The break-up of the Soviet Union placed the Ukrainian puppet theatre, like the theatres in the other republics, in a difficult situation. Nevertheless most of the state and municipal companies continued their work, now joined by a number of private groups. The Kyiv theatre became a private enterprise, founded by director, puppet maker and scenographer Mikhail Yaremchuk in 1989. He started with children’s shows (There Lived an Old Man, There was a Rolling Bag, Who Can Wake the Sun?, Little Red Riding Hood) whose technical and dramatic excellence appealed equally to adults.
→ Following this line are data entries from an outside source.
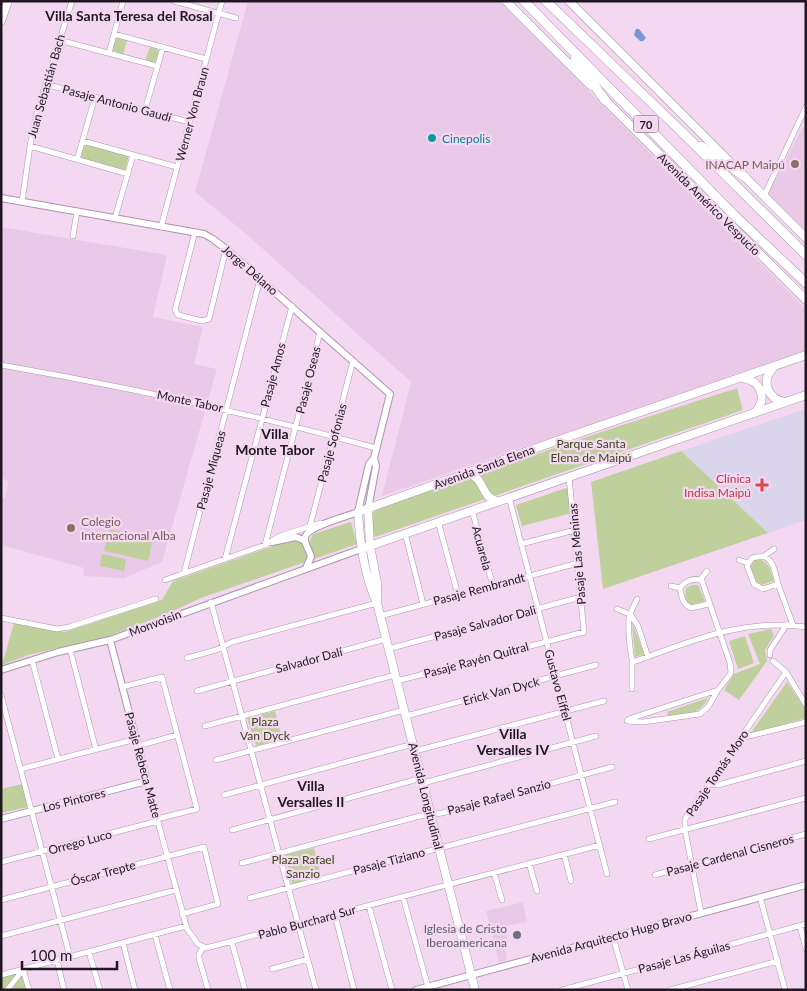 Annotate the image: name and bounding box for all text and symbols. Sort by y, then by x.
district label: Villa Santa Teresa del Rosal [44,7,213,24]
street label: Juan Sebastián Bach [24,32,68,140]
street label: Werner Von Braun [172,65,212,163]
street label: Pasaje Antonio Gaudí [61,81,174,125]
road number: 70 [634,116,658,132]
place label: Cinepolis [442,131,490,146]
marker: Cinepolis [426,132,438,144]
street label: Avenida Américo Vespucio [654,149,764,259]
place label: INACAP Maipú [705,157,785,172]
marker: INACAP Maipú [789,158,801,170]
street label: Jorge Délano [219,242,281,298]
street label: Pasaje Amos [257,341,289,409]
street label: Pasaje Oseas [292,345,324,415]
street label: Monte Tabor [156,387,225,415]
street label: Pasaje Sofonias [314,402,350,484]
district label: Villa Monte Tabor [235,425,316,458]
street label: Pasaje Miqueas [193,429,229,511]
park label: Parque Santa Elena de Maipú [550,436,632,465]
street label: Avenida Santa Elena [431,442,537,492]
place label: Clínica Indisa Maipú [684,471,751,500]
marker: Clínica Indisa Maipú [755,478,769,492]
street label: Pasaje Las Meninas [565,503,589,605]
place label: Colegio Internacional Alba [81,514,176,543]
marker: Colegio Internacional Alba [65,522,77,534]
street label: Acuarela [469,524,495,572]
street label: Pasaje Rembrandt [431,569,527,608]
street label: Pasaje Salvador Dali [432,602,538,644]
street label: Monvoisin [127,606,183,640]
street label: Pasaje Rayén Quitral [422,639,530,681]
street label: Salvador Dalí [274,644,345,676]
street label: Gustavo Eiffel [541,648,575,722]
street label: Erick Van Dyck [461,673,542,708]
street label: Pasaje Rebeca Matte [122,710,164,820]
park label: Plaza Van Dyck [240,714,291,743]
district label: Villa Versalles IV [476,725,549,758]
street label: Pasaje Tomás Moro [682,727,752,819]
street label: Avenida Longitudinal [405,741,447,851]
street label: Pasaje Rafael Sanzio [446,776,552,818]
district label: Villa Versalles II [277,777,344,810]
street label: Los Pintores [41,785,107,815]
street label: Orrego Luco [47,826,114,858]
street label: Pasaje Cardenal Cisneros [665,831,795,879]
street label: Pasaje Tiziano [351,844,427,878]
park label: Plaza Rafael Sanzio [271,852,335,881]
street label: Óscar Trepte [69,857,137,889]
street label: Pablo Burchard Sur [256,902,358,942]
street label: Avenida Arquitecto Hugo Bravo [529,908,693,966]
place label: Iglesia de Cristo Iberoamericana [424,921,507,950]
marker: Iglesia de Cristo Iberoamericana [511,929,523,941]
scale bar [22,938,118,970]
street label: Pasaje Las Águilas [636,938,732,976]
text: 100 m [30,946,72,964]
Then the company developed with shows such as Anton Chekhov’s The Cherry Orchard, and The House That Swift Built, a play by Grigory Gorin. All Yaremchuk’s productions, which he produced together with Tatyana Torbenko, the designer-conceptualizer of the puppetry, are in some way a variation on creation myths: the puppeteers are visible and invent a whole scenic universe. The company has played throughout Europe.

Bibliography

  • Fedas, I. E. Ukrainskiy narodniy vertep (v issledovaniyakh 19-20 vekov) [The Ukrainian Folk Vertep (Research of the Nineteenth and Twentieth Centuries)]. Kiev, 1987. (In Russian)
  • Franko, I. “Do istorii Ukrainskogo vertepu 18 veku” [History of the Eighteenth Century Ukrainian Vertep]. Zapiski Naukovogo Tovaristva [Proceedings of the Scientific Association]. Vols. 71-72, 1906. (In Ukrainian)
  • Goldovsky, Boris, and S. A. Smelyanskaya. Teatr kukol Ukrainiy [The Ukrainian Puppet Theatre]. San Francisco: International Press, 1988. (In Russian)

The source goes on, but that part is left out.